Stored data:
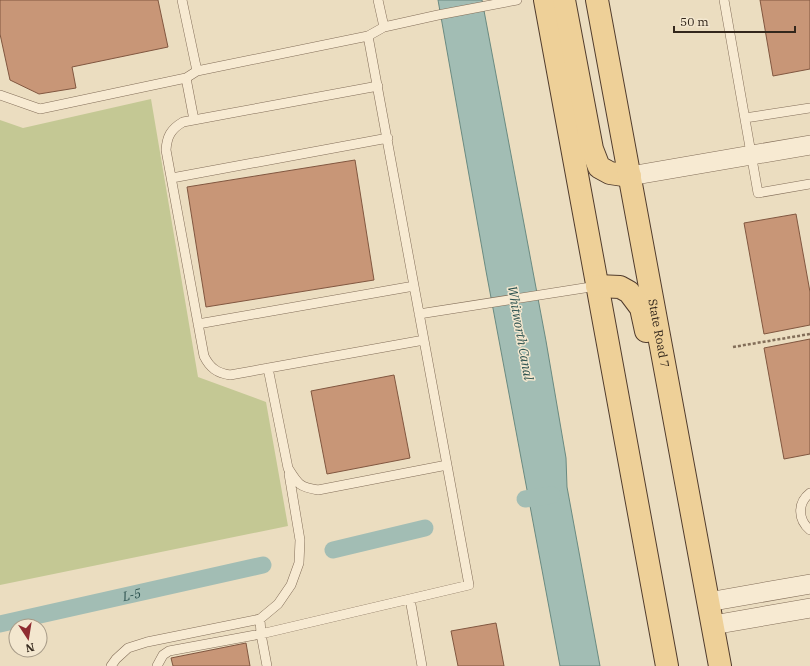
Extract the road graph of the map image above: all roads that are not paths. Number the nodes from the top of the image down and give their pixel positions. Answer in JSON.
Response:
{"nodes":[{"id":1,"x":182,"y":0,"type":"edge"},
{"id":2,"x":378,"y":0,"type":"edge"},
{"id":3,"x":517,"y":0,"type":"edge"},
{"id":4,"x":544,"y":0,"type":"edge"},
{"id":5,"x":564,"y":0,"type":"edge"},
{"id":6,"x":597,"y":0,"type":"edge"},
{"id":7,"x":724,"y":0,"type":"edge"},
{"id":8,"x":384,"y":27,"type":"junction"},
{"id":9,"x":368,"y":36,"type":"junction"},
{"id":10,"x":197,"y":71,"type":"junction"},
{"id":11,"x":186,"y":78,"type":"junction"},
{"id":12,"x":378,"y":86,"type":"junction"},
{"id":13,"x":0,"y":95,"type":"edge"},
{"id":14,"x":810,"y":108,"type":"edge"},
{"id":15,"x":745,"y":118,"type":"junction"},
{"id":16,"x":194,"y":120,"type":"junction"},
{"id":17,"x":388,"y":138,"type":"junction"},
{"id":18,"x":810,"y":145,"type":"edge"},
{"id":19,"x":752,"y":155,"type":"junction"},
{"id":20,"x":630,"y":176,"type":"junction"},
{"id":21,"x":172,"y":178,"type":"junction"},
{"id":22,"x":810,"y":184,"type":"edge"},
{"id":23,"x":414,"y":286,"type":"junction"},
{"id":24,"x":597,"y":286,"type":"junction"},
{"id":25,"x":419,"y":314,"type":"junction"},
{"id":26,"x":198,"y":324,"type":"junction"},
{"id":27,"x":424,"y":340,"type":"junction"},
{"id":28,"x":268,"y":368,"type":"junction"},
{"id":29,"x":672,"y":407,"type":"junction"},
{"id":30,"x":447,"y":466,"type":"junction"},
{"id":31,"x":288,"y":468,"type":"junction"},
{"id":32,"x":810,"y":493,"type":"edge"},
{"id":33,"x":810,"y":530,"type":"edge"},
{"id":34,"x":810,"y":584,"type":"edge"},
{"id":35,"x":410,"y":599,"type":"junction"},
{"id":36,"x":708,"y":602,"type":"junction"},
{"id":37,"x":810,"y":608,"type":"edge"},
{"id":38,"x":260,"y":618,"type":"junction"},
{"id":39,"x":713,"y":625,"type":"junction"},
{"id":40,"x":261,"y":634,"type":"junction"},
{"id":41,"x":111,"y":666,"type":"edge"},
{"id":42,"x":157,"y":666,"type":"edge"},
{"id":43,"x":267,"y":666,"type":"edge"},
{"id":44,"x":422,"y":666,"type":"edge"},
{"id":45,"x":667,"y":666,"type":"edge"},
{"id":46,"x":720,"y":666,"type":"edge"}],
"edges":[{"from":1,"to":10,"type":"lane"},
{"from":2,"to":8,"type":"lane"},
{"from":3,"to":8,"type":"lane"},
{"from":4,"to":24,"type":"main road"},
{"from":5,"to":20,"type":"main road"},
{"from":6,"to":20,"type":"main road","name":"State Road 7"},
{"from":7,"to":15,"type":"lane"},
{"from":8,"to":9,"type":"lane"},
{"from":9,"to":10,"type":"lane"},
{"from":9,"to":12,"type":"lane"},
{"from":10,"to":11,"type":"lane"},
{"from":11,"to":13,"type":"lane"},
{"from":11,"to":16,"type":"lane"},
{"from":12,"to":16,"type":"lane"},
{"from":12,"to":17,"type":"lane"},
{"from":14,"to":15,"type":"lane"},
{"from":15,"to":19,"type":"lane"},
{"from":16,"to":21,"type":"lane"},
{"from":17,"to":21,"type":"lane"},
{"from":17,"to":23,"type":"lane"},
{"from":18,"to":19,"type":"street"},
{"from":19,"to":20,"type":"street"},
{"from":19,"to":22,"type":"lane"},
{"from":20,"to":29,"type":"main road","name":"State Road 7"},
{"from":21,"to":26,"type":"lane"},
{"from":23,"to":25,"type":"lane"},
{"from":23,"to":26,"type":"lane"},
{"from":24,"to":25,"type":"lane"},
{"from":24,"to":29,"type":"main road"},
{"from":24,"to":45,"type":"main road"},
{"from":25,"to":27,"type":"lane"},
{"from":26,"to":28,"type":"lane"},
{"from":27,"to":28,"type":"lane"},
{"from":27,"to":30,"type":"lane"},
{"from":28,"to":31,"type":"lane"},
{"from":29,"to":36,"type":"main road","name":"State Road 7"},
{"from":30,"to":31,"type":"lane"},
{"from":30,"to":35,"type":"lane"},
{"from":31,"to":38,"type":"lane"},
{"from":32,"to":33,"type":"lane"},
{"from":34,"to":36,"type":"street"},
{"from":35,"to":40,"type":"lane"},
{"from":35,"to":44,"type":"lane"},
{"from":36,"to":39,"type":"main road","name":"State Road 7"},
{"from":37,"to":39,"type":"street"},
{"from":38,"to":40,"type":"lane"},
{"from":38,"to":41,"type":"lane"},
{"from":39,"to":46,"type":"main road","name":"State Road 7"},
{"from":40,"to":42,"type":"lane"},
{"from":40,"to":43,"type":"lane"}]}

__Task description__
Repeat the data above exactly, but not the pictures.

__Response for this exercise__
Extract the road graph of the map image above: all roads that are not paths. Number the nodes from the top of the image down and give their pixel positions. Answer in JSON.
Response:
{"nodes":[{"id":1,"x":182,"y":0,"type":"edge"},
{"id":2,"x":378,"y":0,"type":"edge"},
{"id":3,"x":517,"y":0,"type":"edge"},
{"id":4,"x":544,"y":0,"type":"edge"},
{"id":5,"x":564,"y":0,"type":"edge"},
{"id":6,"x":597,"y":0,"type":"edge"},
{"id":7,"x":724,"y":0,"type":"edge"},
{"id":8,"x":384,"y":27,"type":"junction"},
{"id":9,"x":368,"y":36,"type":"junction"},
{"id":10,"x":197,"y":71,"type":"junction"},
{"id":11,"x":186,"y":78,"type":"junction"},
{"id":12,"x":378,"y":86,"type":"junction"},
{"id":13,"x":0,"y":95,"type":"edge"},
{"id":14,"x":810,"y":108,"type":"edge"},
{"id":15,"x":745,"y":118,"type":"junction"},
{"id":16,"x":194,"y":120,"type":"junction"},
{"id":17,"x":388,"y":138,"type":"junction"},
{"id":18,"x":810,"y":145,"type":"edge"},
{"id":19,"x":752,"y":155,"type":"junction"},
{"id":20,"x":630,"y":176,"type":"junction"},
{"id":21,"x":172,"y":178,"type":"junction"},
{"id":22,"x":810,"y":184,"type":"edge"},
{"id":23,"x":414,"y":286,"type":"junction"},
{"id":24,"x":597,"y":286,"type":"junction"},
{"id":25,"x":419,"y":314,"type":"junction"},
{"id":26,"x":198,"y":324,"type":"junction"},
{"id":27,"x":424,"y":340,"type":"junction"},
{"id":28,"x":268,"y":368,"type":"junction"},
{"id":29,"x":672,"y":407,"type":"junction"},
{"id":30,"x":447,"y":466,"type":"junction"},
{"id":31,"x":288,"y":468,"type":"junction"},
{"id":32,"x":810,"y":493,"type":"edge"},
{"id":33,"x":810,"y":530,"type":"edge"},
{"id":34,"x":810,"y":584,"type":"edge"},
{"id":35,"x":410,"y":599,"type":"junction"},
{"id":36,"x":708,"y":602,"type":"junction"},
{"id":37,"x":810,"y":608,"type":"edge"},
{"id":38,"x":260,"y":618,"type":"junction"},
{"id":39,"x":713,"y":625,"type":"junction"},
{"id":40,"x":261,"y":634,"type":"junction"},
{"id":41,"x":111,"y":666,"type":"edge"},
{"id":42,"x":157,"y":666,"type":"edge"},
{"id":43,"x":267,"y":666,"type":"edge"},
{"id":44,"x":422,"y":666,"type":"edge"},
{"id":45,"x":667,"y":666,"type":"edge"},
{"id":46,"x":720,"y":666,"type":"edge"}],
"edges":[{"from":1,"to":10,"type":"lane"},
{"from":2,"to":8,"type":"lane"},
{"from":3,"to":8,"type":"lane"},
{"from":4,"to":24,"type":"main road"},
{"from":5,"to":20,"type":"main road"},
{"from":6,"to":20,"type":"main road","name":"State Road 7"},
{"from":7,"to":15,"type":"lane"},
{"from":8,"to":9,"type":"lane"},
{"from":9,"to":10,"type":"lane"},
{"from":9,"to":12,"type":"lane"},
{"from":10,"to":11,"type":"lane"},
{"from":11,"to":13,"type":"lane"},
{"from":11,"to":16,"type":"lane"},
{"from":12,"to":16,"type":"lane"},
{"from":12,"to":17,"type":"lane"},
{"from":14,"to":15,"type":"lane"},
{"from":15,"to":19,"type":"lane"},
{"from":16,"to":21,"type":"lane"},
{"from":17,"to":21,"type":"lane"},
{"from":17,"to":23,"type":"lane"},
{"from":18,"to":19,"type":"street"},
{"from":19,"to":20,"type":"street"},
{"from":19,"to":22,"type":"lane"},
{"from":20,"to":29,"type":"main road","name":"State Road 7"},
{"from":21,"to":26,"type":"lane"},
{"from":23,"to":25,"type":"lane"},
{"from":23,"to":26,"type":"lane"},
{"from":24,"to":25,"type":"lane"},
{"from":24,"to":29,"type":"main road"},
{"from":24,"to":45,"type":"main road"},
{"from":25,"to":27,"type":"lane"},
{"from":26,"to":28,"type":"lane"},
{"from":27,"to":28,"type":"lane"},
{"from":27,"to":30,"type":"lane"},
{"from":28,"to":31,"type":"lane"},
{"from":29,"to":36,"type":"main road","name":"State Road 7"},
{"from":30,"to":31,"type":"lane"},
{"from":30,"to":35,"type":"lane"},
{"from":31,"to":38,"type":"lane"},
{"from":32,"to":33,"type":"lane"},
{"from":34,"to":36,"type":"street"},
{"from":35,"to":40,"type":"lane"},
{"from":35,"to":44,"type":"lane"},
{"from":36,"to":39,"type":"main road","name":"State Road 7"},
{"from":37,"to":39,"type":"street"},
{"from":38,"to":40,"type":"lane"},
{"from":38,"to":41,"type":"lane"},
{"from":39,"to":46,"type":"main road","name":"State Road 7"},
{"from":40,"to":42,"type":"lane"},
{"from":40,"to":43,"type":"lane"}]}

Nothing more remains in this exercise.